TASK REQUIREMENTS — Each record below should be printed exactly as it was written.

START DATA

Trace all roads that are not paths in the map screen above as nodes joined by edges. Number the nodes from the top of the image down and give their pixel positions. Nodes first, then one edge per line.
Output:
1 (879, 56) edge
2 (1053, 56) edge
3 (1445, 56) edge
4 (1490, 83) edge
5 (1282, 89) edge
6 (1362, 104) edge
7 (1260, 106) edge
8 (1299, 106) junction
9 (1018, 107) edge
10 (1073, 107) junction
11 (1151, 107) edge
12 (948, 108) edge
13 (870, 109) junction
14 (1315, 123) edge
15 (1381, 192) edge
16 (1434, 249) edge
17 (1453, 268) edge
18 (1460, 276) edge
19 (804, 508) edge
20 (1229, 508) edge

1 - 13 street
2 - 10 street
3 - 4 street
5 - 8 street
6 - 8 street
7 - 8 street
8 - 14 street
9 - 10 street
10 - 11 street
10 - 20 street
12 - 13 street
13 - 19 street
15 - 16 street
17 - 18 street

END DATA

ANSWER BOX —
Trace all roads that are not paths in the map screen above as nodes joined by edges. Number the nodes from the top of the image down and give their pixel positions. Nodes first, then one edge per line.
Output:
1 (879, 56) edge
2 (1053, 56) edge
3 (1445, 56) edge
4 (1490, 83) edge
5 (1282, 89) edge
6 (1362, 104) edge
7 (1260, 106) edge
8 (1299, 106) junction
9 (1018, 107) edge
10 (1073, 107) junction
11 (1151, 107) edge
12 (948, 108) edge
13 (870, 109) junction
14 (1315, 123) edge
15 (1381, 192) edge
16 (1434, 249) edge
17 (1453, 268) edge
18 (1460, 276) edge
19 (804, 508) edge
20 (1229, 508) edge

1 - 13 street
2 - 10 street
3 - 4 street
5 - 8 street
6 - 8 street
7 - 8 street
8 - 14 street
9 - 10 street
10 - 11 street
10 - 20 street
12 - 13 street
13 - 19 street
15 - 16 street
17 - 18 street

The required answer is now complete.